L’Ami retrouvé, écrit par Harold Pinter à partir du récit autobiographique de Fred Ulman, se déroule à Stuttgart en 1932. Il raconte l’amitié de deux garçons de seize ans : Hans, le fils d’un médecin juif, et Konradin, membre d’une famille issue de la vieille aristocratie allemande. Des années plus tard, après la guerre, Hans (Jason Robards) retourne en Allemagne. Il se remémore sa jeunesse et son vieil ami Konradin, qui l’avait trahi en entrant dans le parti nazi, pendant que lui prenait le chemin de l’exil.
À bien des égards, l’univers cinématographique de Jerry Schatzberg présente une continuité saisissante avec son travail de photographe qui débouche, on l’a vu, sur Portrait d’une enfant déchue, mais aussi son propre environnement, que l’on retrouve dans L’Épouvantail et Show Bus, et ses scènes de rue qui mènent à Panique à Needle Park et La Rue.
C’est son art du portrait qui apprend à Jerry Schatzberg à traiter avec les acteurs. Il se rend compte que la plupart des gens craignent l’objectif. Pour les détendre, il passe le plus de temps possible avec eux, non seulement pour mieux les connaître, mais pour voir au-delà de la surface et découvrir leur vrai « soi », celui caché du monde extérieur. La plupart de ses grands portraits des années 60 – Bob Dylan, Francis Ford Coppola, Andy Warhol, Arlow Guthrie, Roman Polanski, Fidel Castro, Miloš Forman, Jimi Hendrix, Frank Zappa, The Rolling Stones et bien d’autres, révèlent ces moments de vérité.

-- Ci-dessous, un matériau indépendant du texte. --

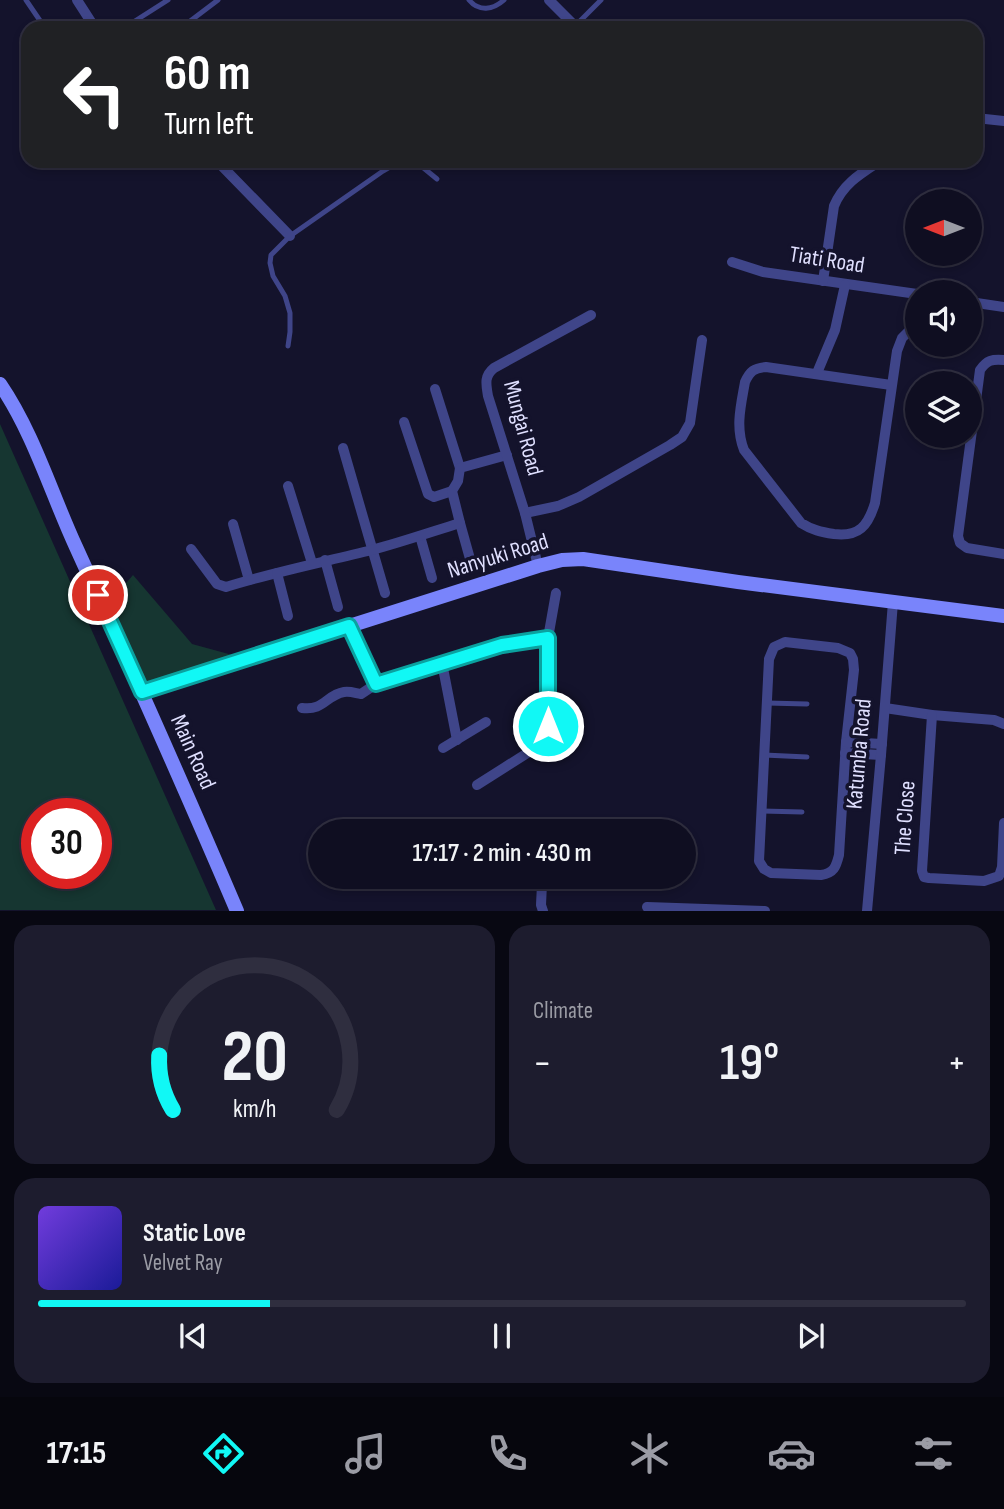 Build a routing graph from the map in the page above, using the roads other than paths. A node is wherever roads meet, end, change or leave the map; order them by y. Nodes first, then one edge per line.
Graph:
1 (26, 0) edge
2 (77, 0) edge
3 (168, 0) edge
4 (218, 0) edge
5 (469, 0) edge
6 (504, 0) edge
7 (550, 0) edge
8 (601, 0) edge
9 (40, 21) edge
10 (90, 21) edge
11 (135, 21) edge
12 (190, 21) edge
13 (569, 21) edge
14 (579, 21) edge
15 (983, 119) edge
16 (1004, 121) edge
17 (224, 168) edge
18 (388, 168) edge
19 (424, 168) edge
20 (868, 168) edge
21 (437, 178) dead end
22 (289, 236) junction
23 (732, 262) dead end
24 (823, 281) junction
25 (845, 285) junction
26 (905, 292) edge
27 (982, 304) edge
28 (1004, 307) edge
29 (591, 315) dead end
30 (905, 335) edge
31 (702, 340) dead end
32 (288, 346) dead end
33 (1004, 360) edge
34 (817, 373) junction
35 (0, 384) edge
36 (891, 384) junction
37 (435, 389) dead end
38 (404, 422) dead end
39 (343, 448) dead end
40 (507, 455) junction
41 (460, 468) junction
42 (288, 486) dead end
43 (452, 491) junction
44 (525, 513) junction
45 (460, 523) junction
46 (233, 524) dead end
47 (420, 536) junction
48 (191, 550) dead end
49 (372, 550) junction
50 (1004, 554) edge
51 (325, 560) junction
52 (312, 564) junction
53 (472, 566) dead end
54 (538, 566) junction
55 (277, 573) junction
56 (432, 578) dead end
57 (249, 580) junction
58 (384, 593) dead end
59 (556, 593) dead end
60 (893, 602) junction
61 (338, 607) dead end
62 (288, 616) dead end
63 (1004, 616) edge
64 (349, 626) junction
65 (548, 638) junction
66 (442, 663) junction
67 (376, 684) junction
68 (142, 692) junction
69 (767, 703) junction
70 (807, 704) dead end
71 (302, 708) dead end
72 (885, 708) junction
73 (932, 715) junction
74 (486, 722) dead end
75 (1004, 724) edge
76 (457, 740) junction
77 (443, 748) dead end
78 (846, 748) junction
79 (881, 750) junction
80 (764, 755) junction
81 (807, 757) dead end
82 (477, 785) dead end
83 (761, 811) junction
84 (802, 812) dead end
85 (1004, 823) edge
86 (542, 889) edge
87 (647, 907) dead end
88 (237, 911) edge
89 (543, 911) edge
90 (765, 911) edge
91 (867, 911) edge

1 - 9 lane
2 - 10 street
3 - 11 lane
4 - 12 lane
5 - 6 lane
7 - 13 street
8 - 14 lane
15 - 16 street
17 - 22 street
18 - 22 lane
19 - 21 lane
20 - 24 street
22 - 32 lane
23 - 24 street, Tiati Road
24 - 25 street, Tiati Road
25 - 26 street, Tiati Road
25 - 34 street
27 - 28 street
29 - 40 street, Mungai Road
30 - 36 street
31 - 44 street
33 - 50 street
34 - 36 street
34 - 36 street
35 - 68 street, Main Road
37 - 41 street
38 - 43 street
39 - 49 street
40 - 41 street
40 - 44 street, Mungai Road
41 - 43 street
42 - 52 street
43 - 45 street
44 - 54 street, Mungai Road
45 - 47 street
45 - 53 street
46 - 57 street
47 - 49 street
47 - 56 street
48 - 57 street
49 - 51 street
49 - 58 street
51 - 52 street
51 - 61 street
52 - 55 street
54 - 60 street, Nanyuki Road
54 - 64 street, Nanyuki Road
55 - 57 street
55 - 62 street
59 - 65 street
60 - 63 street, Nanyuki Road
60 - 72 street, Katumba Road
64 - 67 street
64 - 68 street, Nanyuki Road
65 - 66 street
65 - 82 street
66 - 67 street
66 - 76 street
67 - 71 street
68 - 88 street, Main Road
69 - 70 lane
69 - 78 street
69 - 80 street
72 - 73 street
72 - 79 street, Katumba Road
73 - 75 street
73 - 85 street, The Close
74 - 76 street
76 - 77 street
78 - 79 street
78 - 83 street
79 - 91 street, Katumba Road
80 - 81 lane
80 - 83 street
83 - 84 lane
86 - 89 street
87 - 90 street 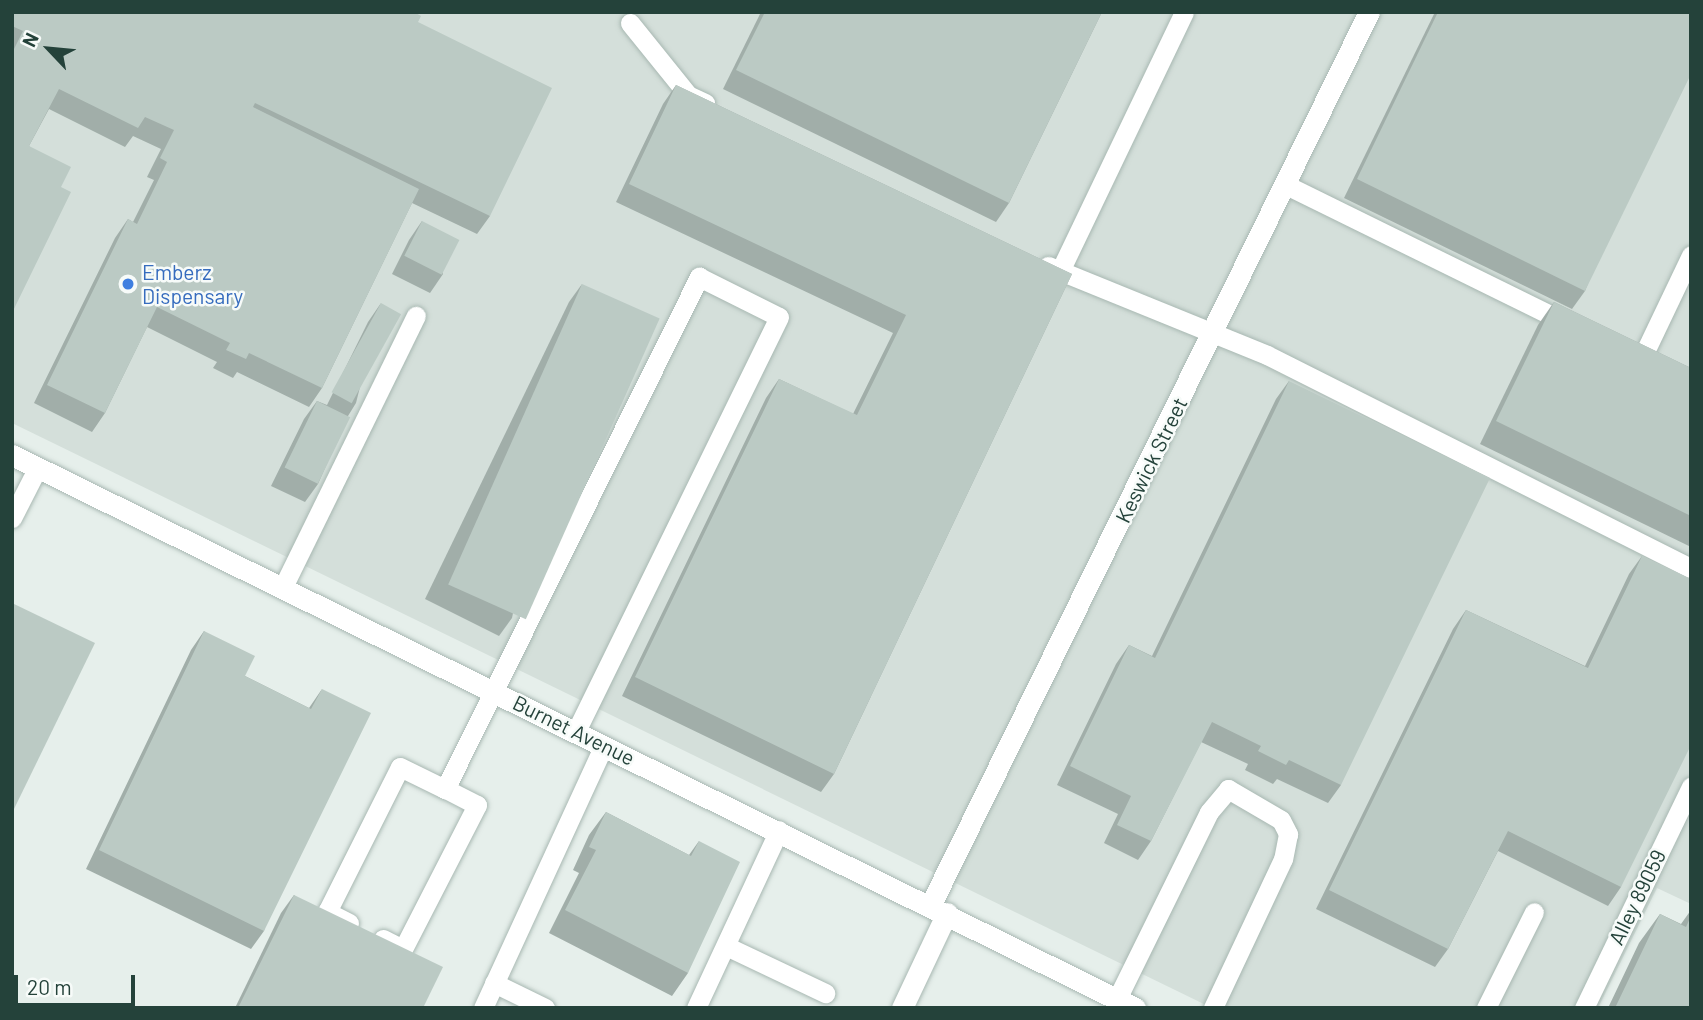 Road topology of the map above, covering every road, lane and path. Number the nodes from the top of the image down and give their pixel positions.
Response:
1 (1184, 12) edge
2 (1369, 12) edge
3 (630, 23) dead end
4 (726, 113) edge
5 (1286, 185) junction
6 (1691, 255) edge
7 (1023, 257) edge
8 (1060, 271) junction
9 (416, 316) dead end
10 (1214, 333) junction
11 (1592, 335) edge
12 (1616, 348) edge
13 (12, 455) edge
14 (38, 467) junction
15 (12, 518) edge
16 (1691, 568) edge
17 (283, 587) junction
18 (494, 691) junction
19 (576, 732) junction
20 (604, 746) junction
21 (1691, 787) edge
22 (445, 789) junction
23 (779, 830) junction
24 (939, 910) junction
25 (1534, 912) dead end
26 (726, 946) junction
27 (494, 983) junction
28 (825, 993) dead end
29 (1126, 1003) edge
30 (483, 1008) edge
31 (545, 1008) edge
32 (696, 1008) edge
33 (902, 1008) edge
34 (1213, 1008) edge
35 (1486, 1008) edge
36 (1584, 1008) edge

1 - 8 lane
2 - 5 street, Keswick Street
3 - 4 lane
5 - 10 street, Keswick Street
5 - 11 lane
6 - 12 lane
7 - 8 lane
8 - 10 lane
9 - 17 lane
10 - 16 lane
10 - 24 street, Keswick Street
13 - 14 street, Burnet Avenue
14 - 15 lane
14 - 17 street, Burnet Avenue
17 - 18 street, Burnet Avenue
18 - 19 street, Burnet Avenue
18 - 19 lane
18 - 22 lane
19 - 20 street, Burnet Avenue
20 - 23 street, Burnet Avenue
20 - 27 lane
21 - 36 lane, Alley 89059
22 - 22 lane
23 - 24 street, Burnet Avenue
23 - 26 lane
24 - 29 street, Burnet Avenue
24 - 33 street, Keswick Street
25 - 35 lane
26 - 28 lane
26 - 32 lane
27 - 30 lane
27 - 31 lane
29 - 34 lane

En ne donnant pas de directives précises à ses modèles photographiques, Jerry Schatzberg leur donne les moyens de trouver le bon moment. De la même manière, il amène ses acteurs à atteindre ce qu’ils renferment en leur for intérieur. À bien des égards, son style photographique est beaucoup plus proche de celui d’André Kertész ou Henri Cartier-Bresson, puis des contemporains Irving Penn ou Richard Avedon. Au lieu de l’espace autonome du cadre, il cherche l’espace au-delà. Ses photographies sont narratives ; elles racontent une histoire. En un instant, elles saisissent une action, un geste, une émotion, tout en ayant un schéma formel rigoureux qui exprime leur sens. Le style, cependant, ne se manifeste jamais avec ostentation et n’empiète jamais sur la fluidité de la vie.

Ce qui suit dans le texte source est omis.